### TASK PROMPT:
Your task is to copy every line of the records below that contains "Ranger".
-=-=-=-=-
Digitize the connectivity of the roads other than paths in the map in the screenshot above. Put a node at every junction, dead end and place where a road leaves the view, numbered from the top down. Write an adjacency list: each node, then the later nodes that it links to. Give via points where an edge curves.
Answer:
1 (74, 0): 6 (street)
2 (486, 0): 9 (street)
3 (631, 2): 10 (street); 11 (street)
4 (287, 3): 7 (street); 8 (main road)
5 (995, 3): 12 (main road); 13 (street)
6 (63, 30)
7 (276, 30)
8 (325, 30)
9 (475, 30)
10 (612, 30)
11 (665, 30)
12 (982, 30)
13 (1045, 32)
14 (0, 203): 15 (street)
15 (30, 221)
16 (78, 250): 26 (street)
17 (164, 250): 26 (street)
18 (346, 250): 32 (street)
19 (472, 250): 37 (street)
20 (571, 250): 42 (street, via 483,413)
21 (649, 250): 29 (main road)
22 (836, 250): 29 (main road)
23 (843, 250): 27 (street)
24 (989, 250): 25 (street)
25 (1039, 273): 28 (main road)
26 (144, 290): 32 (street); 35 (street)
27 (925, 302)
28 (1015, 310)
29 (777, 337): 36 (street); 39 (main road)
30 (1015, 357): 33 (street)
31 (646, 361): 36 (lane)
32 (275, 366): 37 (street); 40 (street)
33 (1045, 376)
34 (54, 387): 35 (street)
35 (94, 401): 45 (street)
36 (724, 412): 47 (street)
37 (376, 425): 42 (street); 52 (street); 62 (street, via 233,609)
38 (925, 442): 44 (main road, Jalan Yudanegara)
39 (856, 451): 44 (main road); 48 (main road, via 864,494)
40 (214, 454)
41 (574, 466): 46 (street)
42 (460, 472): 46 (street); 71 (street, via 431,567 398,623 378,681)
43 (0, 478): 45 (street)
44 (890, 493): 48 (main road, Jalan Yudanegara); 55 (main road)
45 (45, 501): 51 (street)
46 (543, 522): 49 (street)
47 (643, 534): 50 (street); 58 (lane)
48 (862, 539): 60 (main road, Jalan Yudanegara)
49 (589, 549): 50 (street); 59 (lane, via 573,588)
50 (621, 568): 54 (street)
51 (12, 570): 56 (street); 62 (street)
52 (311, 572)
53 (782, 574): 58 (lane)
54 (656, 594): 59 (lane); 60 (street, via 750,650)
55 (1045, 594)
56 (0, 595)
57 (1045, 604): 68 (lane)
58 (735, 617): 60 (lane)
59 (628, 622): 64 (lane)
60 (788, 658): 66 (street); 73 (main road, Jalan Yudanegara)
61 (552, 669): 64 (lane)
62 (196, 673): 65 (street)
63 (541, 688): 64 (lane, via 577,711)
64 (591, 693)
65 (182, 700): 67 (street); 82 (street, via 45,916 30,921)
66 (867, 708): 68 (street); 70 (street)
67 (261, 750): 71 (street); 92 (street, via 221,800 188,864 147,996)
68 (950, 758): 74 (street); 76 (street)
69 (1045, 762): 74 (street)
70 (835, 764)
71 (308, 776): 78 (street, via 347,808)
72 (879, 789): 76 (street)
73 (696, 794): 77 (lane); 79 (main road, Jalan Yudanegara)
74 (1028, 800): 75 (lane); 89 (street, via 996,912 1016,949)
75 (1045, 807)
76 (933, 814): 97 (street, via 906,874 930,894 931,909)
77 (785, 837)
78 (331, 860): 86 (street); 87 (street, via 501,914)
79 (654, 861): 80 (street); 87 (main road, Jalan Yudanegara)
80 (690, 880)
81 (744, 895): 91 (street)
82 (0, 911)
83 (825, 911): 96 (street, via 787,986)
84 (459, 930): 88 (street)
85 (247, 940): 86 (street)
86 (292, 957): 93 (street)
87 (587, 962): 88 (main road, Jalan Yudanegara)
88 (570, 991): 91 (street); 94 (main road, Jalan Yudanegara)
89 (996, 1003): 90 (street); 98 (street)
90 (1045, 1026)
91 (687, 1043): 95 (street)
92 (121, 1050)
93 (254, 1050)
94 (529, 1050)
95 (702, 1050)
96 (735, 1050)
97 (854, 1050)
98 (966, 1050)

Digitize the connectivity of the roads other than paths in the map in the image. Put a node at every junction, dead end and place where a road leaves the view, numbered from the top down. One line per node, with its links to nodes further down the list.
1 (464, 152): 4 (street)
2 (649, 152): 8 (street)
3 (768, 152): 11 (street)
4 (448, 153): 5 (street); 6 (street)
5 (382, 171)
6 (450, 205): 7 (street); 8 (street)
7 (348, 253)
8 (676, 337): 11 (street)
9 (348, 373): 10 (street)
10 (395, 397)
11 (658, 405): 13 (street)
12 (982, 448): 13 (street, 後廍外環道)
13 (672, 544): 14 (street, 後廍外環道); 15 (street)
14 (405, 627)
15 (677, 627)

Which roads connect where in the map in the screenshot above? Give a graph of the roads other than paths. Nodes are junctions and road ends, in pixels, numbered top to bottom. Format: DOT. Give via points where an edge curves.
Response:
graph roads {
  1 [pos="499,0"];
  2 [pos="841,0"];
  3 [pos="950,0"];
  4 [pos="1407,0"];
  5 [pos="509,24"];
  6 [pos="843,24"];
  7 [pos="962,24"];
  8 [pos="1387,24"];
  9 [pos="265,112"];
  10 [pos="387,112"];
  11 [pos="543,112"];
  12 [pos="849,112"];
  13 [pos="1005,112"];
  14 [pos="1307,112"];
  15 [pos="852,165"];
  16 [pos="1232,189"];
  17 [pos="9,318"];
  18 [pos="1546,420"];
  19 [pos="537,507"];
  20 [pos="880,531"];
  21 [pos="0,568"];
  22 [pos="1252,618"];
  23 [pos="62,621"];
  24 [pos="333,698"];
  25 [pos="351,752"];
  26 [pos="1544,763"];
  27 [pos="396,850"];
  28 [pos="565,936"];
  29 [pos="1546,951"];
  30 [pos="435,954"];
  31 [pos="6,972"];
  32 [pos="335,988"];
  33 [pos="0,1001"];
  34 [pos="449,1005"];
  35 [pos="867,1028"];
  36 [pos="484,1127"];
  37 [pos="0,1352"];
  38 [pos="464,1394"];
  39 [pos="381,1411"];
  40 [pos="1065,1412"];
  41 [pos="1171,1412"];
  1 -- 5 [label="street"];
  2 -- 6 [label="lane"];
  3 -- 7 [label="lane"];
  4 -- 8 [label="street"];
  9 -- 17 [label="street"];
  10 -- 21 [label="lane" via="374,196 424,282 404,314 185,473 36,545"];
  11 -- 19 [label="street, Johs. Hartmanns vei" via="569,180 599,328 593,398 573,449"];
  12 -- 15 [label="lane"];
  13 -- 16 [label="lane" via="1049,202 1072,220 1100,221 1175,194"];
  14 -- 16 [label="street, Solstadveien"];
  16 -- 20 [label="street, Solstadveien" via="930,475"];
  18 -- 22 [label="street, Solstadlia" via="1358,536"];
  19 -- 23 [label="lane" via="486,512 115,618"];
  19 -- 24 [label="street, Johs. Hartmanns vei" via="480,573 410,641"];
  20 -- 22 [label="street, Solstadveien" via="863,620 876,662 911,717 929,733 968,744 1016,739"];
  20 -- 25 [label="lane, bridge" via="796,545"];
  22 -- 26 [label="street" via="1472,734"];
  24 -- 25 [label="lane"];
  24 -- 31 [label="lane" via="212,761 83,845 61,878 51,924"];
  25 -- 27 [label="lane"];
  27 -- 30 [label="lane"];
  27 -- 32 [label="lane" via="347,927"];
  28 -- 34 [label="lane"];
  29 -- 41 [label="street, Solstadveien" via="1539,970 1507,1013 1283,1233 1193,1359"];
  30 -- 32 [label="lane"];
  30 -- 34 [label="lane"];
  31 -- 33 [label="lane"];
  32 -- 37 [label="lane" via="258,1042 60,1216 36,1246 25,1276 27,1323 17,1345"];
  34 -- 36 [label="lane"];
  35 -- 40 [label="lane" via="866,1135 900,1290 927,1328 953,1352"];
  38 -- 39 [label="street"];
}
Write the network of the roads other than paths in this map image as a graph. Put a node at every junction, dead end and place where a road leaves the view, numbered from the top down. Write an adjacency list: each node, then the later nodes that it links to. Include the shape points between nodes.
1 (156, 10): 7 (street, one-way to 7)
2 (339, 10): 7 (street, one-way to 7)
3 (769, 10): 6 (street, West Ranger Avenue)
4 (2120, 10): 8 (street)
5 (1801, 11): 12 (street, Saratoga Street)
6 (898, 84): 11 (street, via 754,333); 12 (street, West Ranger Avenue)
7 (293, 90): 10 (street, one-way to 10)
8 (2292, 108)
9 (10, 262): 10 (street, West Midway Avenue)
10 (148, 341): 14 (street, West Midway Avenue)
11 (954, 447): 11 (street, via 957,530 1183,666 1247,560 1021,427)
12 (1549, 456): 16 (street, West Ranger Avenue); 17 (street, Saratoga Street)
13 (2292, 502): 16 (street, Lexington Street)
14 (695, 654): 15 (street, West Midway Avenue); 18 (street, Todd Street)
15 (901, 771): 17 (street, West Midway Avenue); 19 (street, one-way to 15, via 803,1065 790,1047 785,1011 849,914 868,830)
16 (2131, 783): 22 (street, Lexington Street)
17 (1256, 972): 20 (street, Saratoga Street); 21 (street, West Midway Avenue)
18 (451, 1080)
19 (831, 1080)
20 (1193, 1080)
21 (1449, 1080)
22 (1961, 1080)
-=-=-=-=-
### SOLUTION FOR THIS PROBLEM:
3 (769, 10): 6 (street, West Ranger Avenue)
6 (898, 84): 11 (street, via 754,333); 12 (street, West Ranger Avenue)
12 (1549, 456): 16 (street, West Ranger Avenue); 17 (street, Saratoga Street)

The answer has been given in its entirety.